Safety first

It’s month three in a row of sharing useful tips that I’ve heard at events around the country. I hadn’t planned on it, but if there’s good info on offer, I may as well share it. This month’s tips come from the spring meeting of the Canadian Corporate Counsel Association. On a 30 C April day in Montreal, I sat in on a session about ethical obligations of in-house counsel in a technological world. Here are few random tips gleaned from the session that included Dominic Jaar of KPMG, Bernard Brun of the Desjardins Group, and Langlois Kronstrom Desjardins LLP’s Jean-François De Rico.
Of use to any lawyer or anyone who uses a BlackBerry, in particular, but any device that uses Bluetooth: turn off the Bluetooth or make sure it is password-protected. Basically, the panel pointed out, all phones come set up with default passwords and anyone who is so inclined can not only easily access all the information on your device, but may even be able to go through your BlackBerry to access your company or firm’s exchange server if your Bluetooth is on and unprotected.

You can be sure as they were telling the room this, every single person in there whipped out their BlackBerrys and made the appropriate changes. I am pleased to report my Bluetooth was turned off, so Thomson Reuters’ information was safe!

Of course, password and other security measures were a big part of the discussion. The usual caveats about making sure that once you dispose of computing equipment (and that includes items such as scanners), the hard drives are wiped clean or, better yet, shredded so no private or corporate information can be gleaned from them later on.
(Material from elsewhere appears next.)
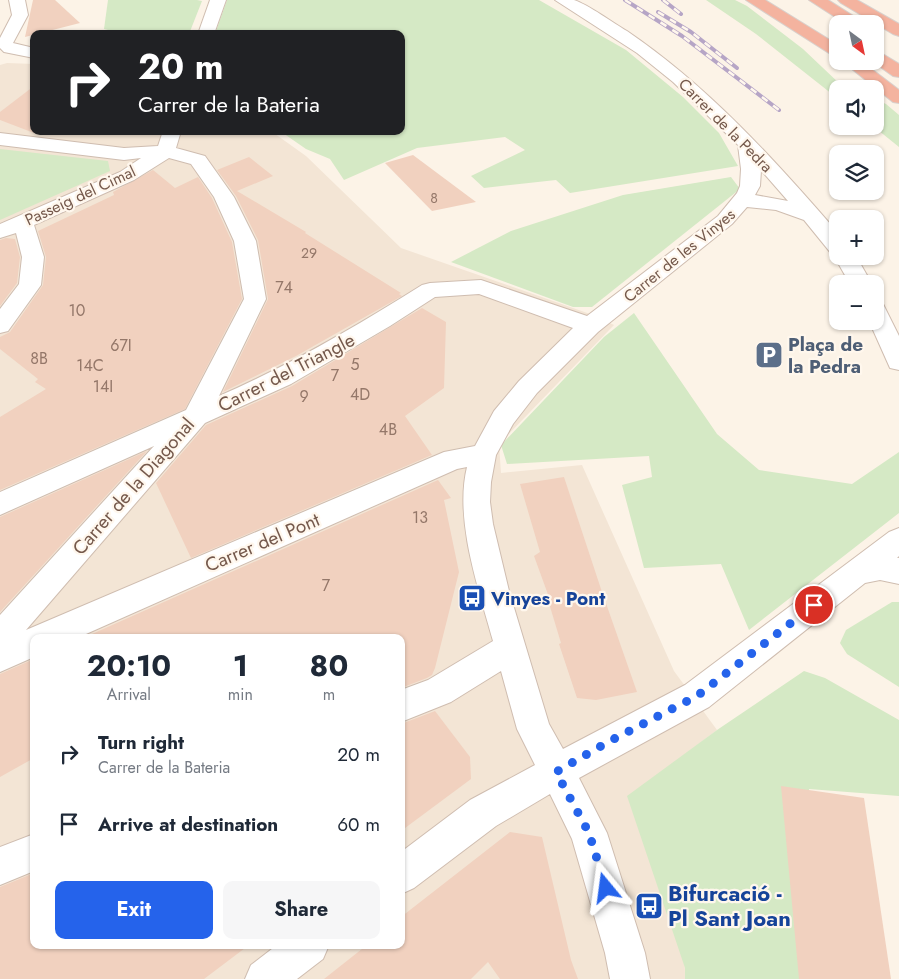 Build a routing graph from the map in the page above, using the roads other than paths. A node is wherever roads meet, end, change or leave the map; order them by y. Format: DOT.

But in the day-to-day life of your average lawyer, many of whom use and carry around laptops and other portable devices, Jaar says: “If you do nothing else, encrypt your hard drive.”

Password protection is not enough — you need full encryption. As De Rico pointed out, studies show that most data breaches occur from within because of human error and/or negligence. So much like you would make sure that your filing cabinets are always locked and secure, do the same with all your computing devices, on the desk or on the go. Windows 7 now comes with encryption options as default settings, so make use of them.

One caveat on the encryption front from Brun: be sure that your IT department is aware of what’s being encrypted so if someone leaves the company, and especially during litigation, there is still access to their information. This might be a good place to have an encryption policy in place and just one of the many ways IT and legal departments can work together for the betterment of all!

So there are two ways to keep your data safe. May as well start now!